- Artist: W. V. Casey
- Year: c. 1950
- Type: Bronze
- Dimensions: 51 cm × 33 cm × 15 cm (20 in × 13 in × 6 in)
- Location: Butler University; Indianapolis, Indiana, United States; 39°50′41″N 86°10′14″W﻿ / ﻿39.844670°N 86.170540°W;
- Owner: Butler University

= Socrates (sculpture) =

Sculpture by W V Casey

Socrates is an outdoor sculpture by artist W. V. Casey created c. 1950. The work is on the grounds of Butler University in Indianapolis, Indiana, United States. The sculpture depicts the Greek Athenian philosopher Socrates.
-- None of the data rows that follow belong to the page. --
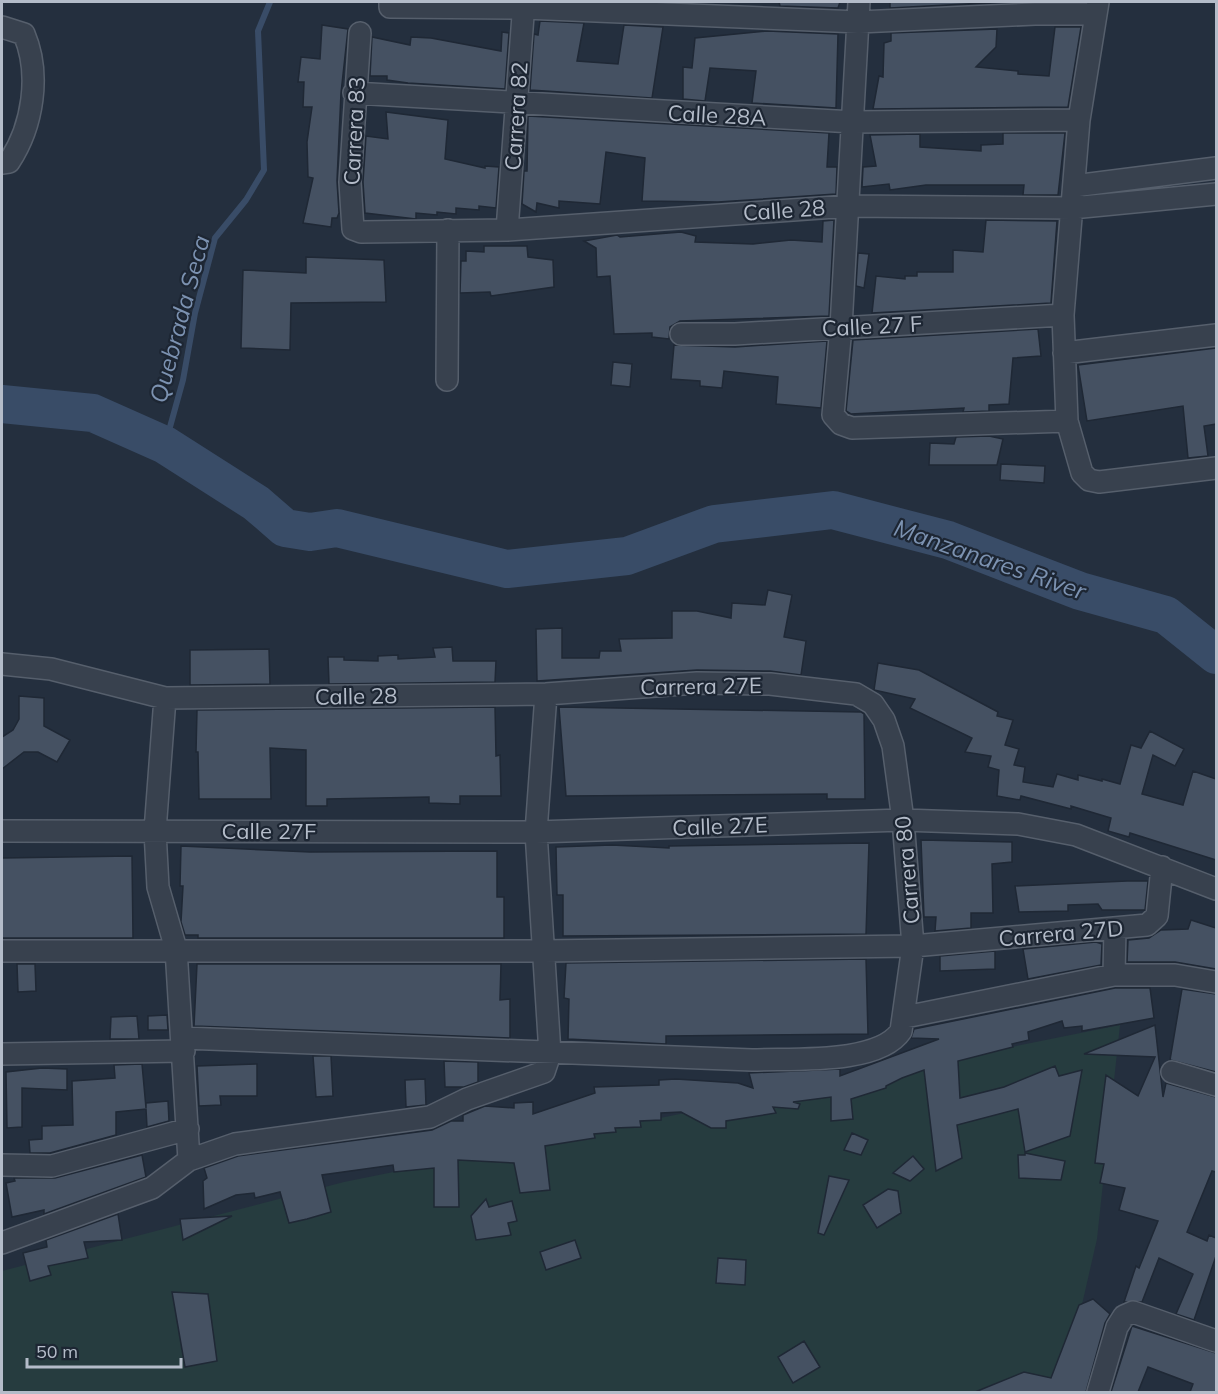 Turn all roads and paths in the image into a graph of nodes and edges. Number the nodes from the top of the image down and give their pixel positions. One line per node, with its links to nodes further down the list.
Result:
1 (390, 4): 2 (street)
2 (524, 5): 4 (street); 8 (street, Carrera 82)
3 (1097, 8): 4 (street); 9 (street)
4 (859, 12): 10 (street)
5 (5, 27): 11 (street)
6 (360, 33): 7 (street, Carrera 83)
7 (354, 93): 8 (street, Calle 28A); 17 (street, Carrera 83)
8 (517, 104): 10 (street, Calle 28A); 19 (street, Carrera 82)
9 (1080, 120): 10 (street, Calle 28A); 13 (street)
10 (853, 122): 15 (street)
11 (2, 163)
12 (1216, 168): 13 (street)
13 (1074, 186): 16 (street)
14 (1216, 194): 16 (street, Calle 28)
15 (849, 206): 16 (street, Calle 28); 19 (street, Calle 28); 21 (street)
16 (1072, 208): 20 (street)
17 (353, 229): 18 (street, Calle 28)
18 (448, 230): 19 (street, Calle 28); 25 (street)
19 (507, 230)
20 (1063, 315): 21 (street, Calle 27 F); 24 (street)
21 (842, 327): 22 (street, Calle 27 F); 26 (street)
22 (681, 334)
23 (1216, 335): 24 (street)
24 (1064, 353): 26 (street)
25 (447, 381)
26 (1066, 421): 27 (street)
27 (1216, 468)
28 (2, 664): 31 (street, Calle 28)
29 (546, 694): 30 (street, Carrera 27E); 31 (street, Calle 28); 35 (street)
30 (856, 694): 32 (street, Carrera 80)
31 (165, 699): 34 (street)
32 (903, 820): 35 (street, Calle 27E); 36 (street); 39 (street, Carrera 80)
33 (2, 831): 34 (street, Calle 27F)
34 (154, 831): 35 (street, Calle 27F); 40 (street)
35 (536, 832): 42 (street)
36 (1162, 867): 37 (street); 38 (street, Carrera 27D)
37 (1216, 889)
38 (1115, 928): 39 (street, Carrera 27D); 43 (street)
39 (913, 946): 42 (street, Carrera 27D); 45 (street, Carrera 80)
40 (176, 949): 41 (street, Carrera 27D); 42 (street, Carrera 27D); 46 (street)
41 (2, 951)
42 (544, 951): 48 (street)
43 (1114, 975): 44 (street); 45 (street)
44 (1216, 982)
45 (905, 1017): 48 (street, Carrera 80)
46 (184, 1044): 47 (street); 48 (street); 51 (street)
47 (2, 1054)
48 (550, 1054): 52 (street)
49 (1172, 1071): 50 (street)
50 (1216, 1085)
51 (188, 1129): 52 (street); 53 (street)
52 (189, 1160): 54 (street)
53 (2, 1165)
54 (2, 1243)
55 (1216, 1341): 56 (street)
56 (1098, 1392) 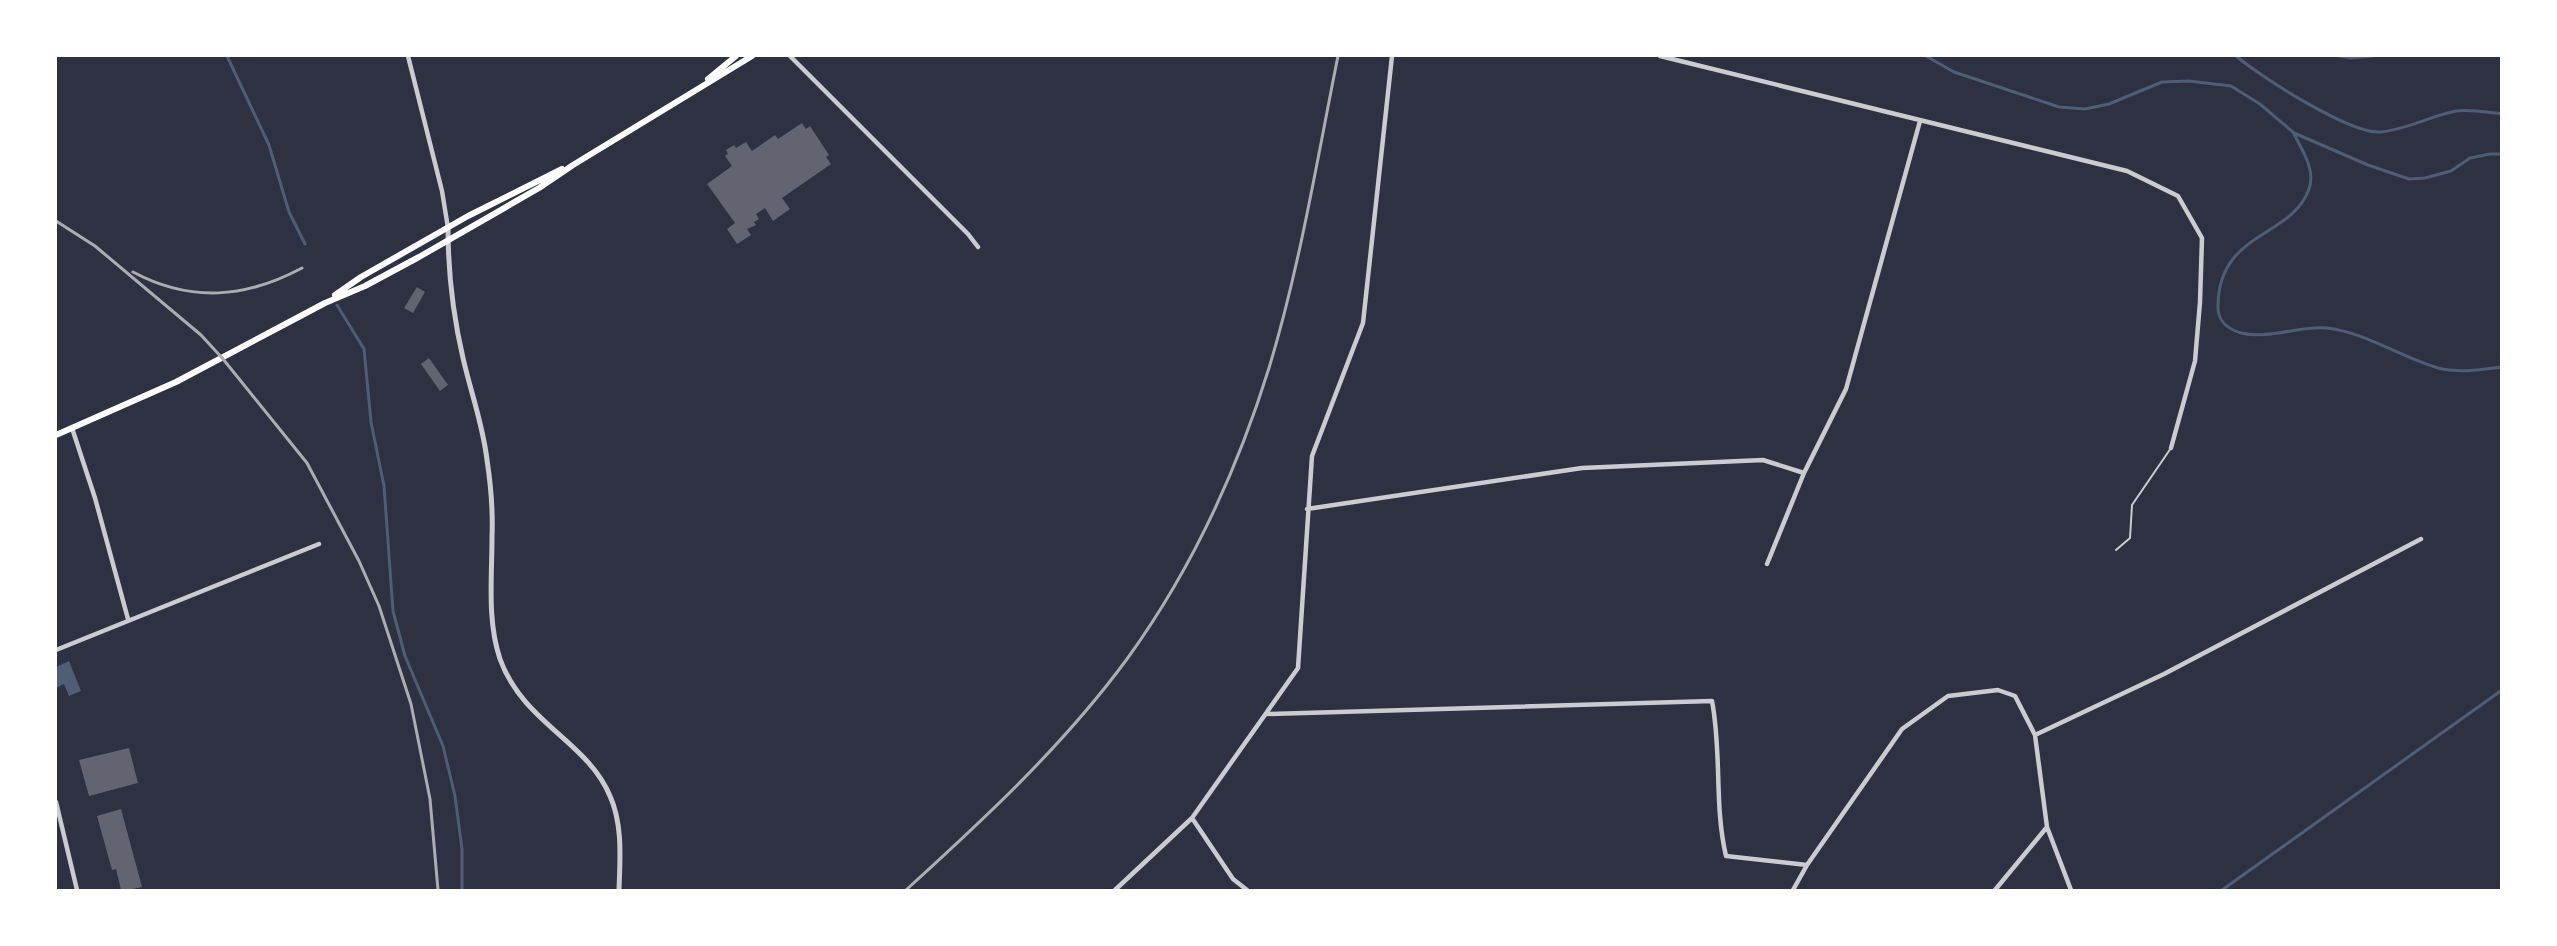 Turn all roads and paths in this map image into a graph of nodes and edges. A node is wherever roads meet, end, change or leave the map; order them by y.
1 (408, 56) edge
2 (736, 56) edge
3 (752, 56) edge
4 (790, 56) edge
5 (1392, 56) edge
6 (1660, 56) edge
7 (693, 90) junction
8 (1920, 121) junction
9 (573, 165) junction
10 (448, 228) junction
11 (448, 240) junction
12 (978, 247) dead end
13 (325, 303) junction
14 (72, 428) junction
15 (56, 435) edge
16 (2171, 448) joint
17 (1804, 472) junction
18 (1307, 509) junction
19 (2421, 539) dead end
20 (319, 544) dead end
21 (2116, 550) dead end
22 (1767, 564) dead end
23 (128, 619) junction
24 (56, 650) edge
25 (1266, 714) junction
26 (2035, 735) junction
27 (56, 802) edge
28 (1192, 818) junction
29 (2047, 827) junction
30 (1807, 865) junction
31 (77, 891) edge
32 (619, 891) edge
33 (1115, 891) edge
34 (1247, 891) edge
35 (1793, 891) edge
36 (1995, 891) edge
37 (2071, 891) edge

1 - 10 street
2 - 7 main road
3 - 7 main road
4 - 12 street
5 - 18 street
6 - 8 street
7 - 9 main road
8 - 16 street
8 - 17 street
9 - 10 main road
9 - 11 main road
10 - 11 street
10 - 13 main road
11 - 13 main road
11 - 32 street
13 - 14 main road
14 - 15 main road
14 - 23 street
16 - 21 lane
17 - 18 street
17 - 22 street
18 - 25 street
19 - 26 street
20 - 23 street
23 - 24 street
25 - 28 street
25 - 30 street
26 - 29 street
26 - 30 street
27 - 31 street
28 - 33 street
28 - 34 street
29 - 36 street
29 - 37 street
30 - 35 street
In 1993 the sculpture was examined by the Save Outdoor Sculpture! program produced by the Smithsonian Institution.

==Description==
A bronze sculpture placed on a limestone tablet (104 x 48 x 10 in.), Socrates is a portrait mask of the Greek Athenian philosopher Socrates. He is depicted as being bald and with a beard. To the lower left of the beard is engraved: W.V. CASEY and below the bronze bust on the tablet is inscribed:

SOCRATES
UNTIL PHILOSOPHERS ARE KINGS, OR THE
KINGS AND PRINCES OF THIS WORLD HAVE
THE SPIRIT AND POWER OF PHILOSOPHY...
THEN ONLY WILL THIS OUR STATE HAVE A
POSSIBILITY OF LIFE AND BEHOLD THE
LIGHT OF DAY.

The piece is installed as part of "Philosopher's Bench" at Butler University's Holcomb Gardens. The tablet is placed in the center of a small landscaped area with and has flanked by two benches which feature quotes by Socrates, Thomas Jefferson, Jesus Christ, Jean-Jacques Rousseau and Mohandas Gandhi.

==Creation==
The work was created by W. V. Casey and dedicated circa 1950.

==Condition==
In 1993 the piece was surveyed as part of the Smithsonian Institution's Save Outdoor Sculpture! survey. At the time of survey, the piece was described as needing treatment.